What lines in the records below contain the string "roads"? Copy every one.

*** Begin section ***

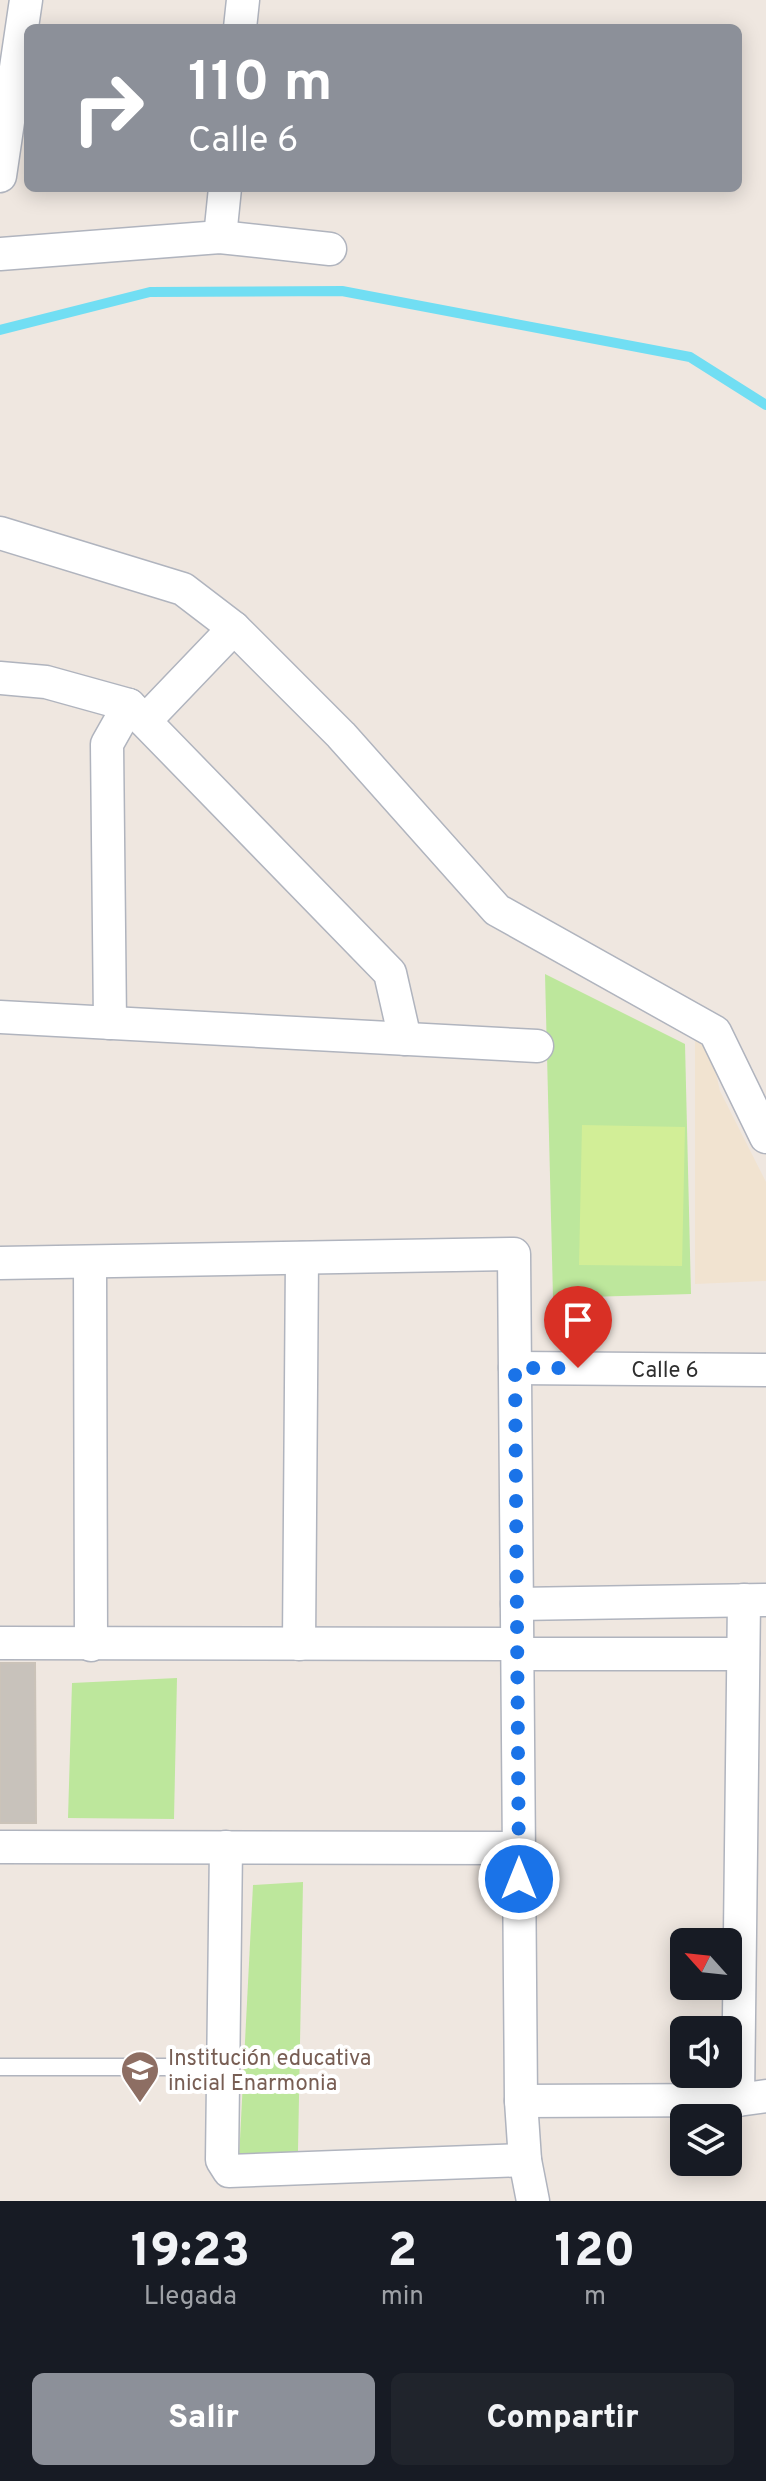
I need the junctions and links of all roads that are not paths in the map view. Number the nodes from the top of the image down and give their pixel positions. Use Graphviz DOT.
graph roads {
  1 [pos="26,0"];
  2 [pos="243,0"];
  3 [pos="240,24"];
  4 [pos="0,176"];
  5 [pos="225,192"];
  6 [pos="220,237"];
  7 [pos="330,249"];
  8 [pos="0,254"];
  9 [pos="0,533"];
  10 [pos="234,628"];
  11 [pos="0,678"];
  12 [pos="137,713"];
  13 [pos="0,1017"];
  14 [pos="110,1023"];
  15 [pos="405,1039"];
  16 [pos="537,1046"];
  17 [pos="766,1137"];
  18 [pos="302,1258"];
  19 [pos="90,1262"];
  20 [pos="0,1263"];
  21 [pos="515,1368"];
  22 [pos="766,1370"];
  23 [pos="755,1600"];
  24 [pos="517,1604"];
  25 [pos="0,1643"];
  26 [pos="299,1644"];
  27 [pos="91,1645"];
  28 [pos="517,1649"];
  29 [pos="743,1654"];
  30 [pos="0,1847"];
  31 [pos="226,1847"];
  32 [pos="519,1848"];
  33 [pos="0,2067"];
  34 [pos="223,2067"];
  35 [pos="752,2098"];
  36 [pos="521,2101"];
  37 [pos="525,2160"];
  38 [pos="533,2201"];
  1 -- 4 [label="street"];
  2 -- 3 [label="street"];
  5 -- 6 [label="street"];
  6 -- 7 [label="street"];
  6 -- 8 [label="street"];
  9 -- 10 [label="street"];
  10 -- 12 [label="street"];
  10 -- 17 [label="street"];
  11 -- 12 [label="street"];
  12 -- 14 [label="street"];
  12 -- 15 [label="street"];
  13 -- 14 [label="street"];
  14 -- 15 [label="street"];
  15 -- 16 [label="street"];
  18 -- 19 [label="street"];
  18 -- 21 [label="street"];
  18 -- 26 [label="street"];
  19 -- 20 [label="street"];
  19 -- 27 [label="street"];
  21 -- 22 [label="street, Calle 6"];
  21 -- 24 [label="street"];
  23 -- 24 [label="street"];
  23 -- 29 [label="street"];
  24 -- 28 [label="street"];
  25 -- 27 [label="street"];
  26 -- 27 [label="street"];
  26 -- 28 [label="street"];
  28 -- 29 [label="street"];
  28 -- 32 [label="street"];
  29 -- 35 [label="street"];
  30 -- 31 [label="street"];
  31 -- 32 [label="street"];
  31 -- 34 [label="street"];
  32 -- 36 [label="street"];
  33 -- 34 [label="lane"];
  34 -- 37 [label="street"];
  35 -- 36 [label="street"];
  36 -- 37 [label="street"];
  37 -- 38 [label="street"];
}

*** End section ***

- _Task solution_:
I need the junctions and links of all roads that are not paths in the map view. Number the nodes from the top of the image down and give their pixel positions. Use Graphviz DOT.
graph roads {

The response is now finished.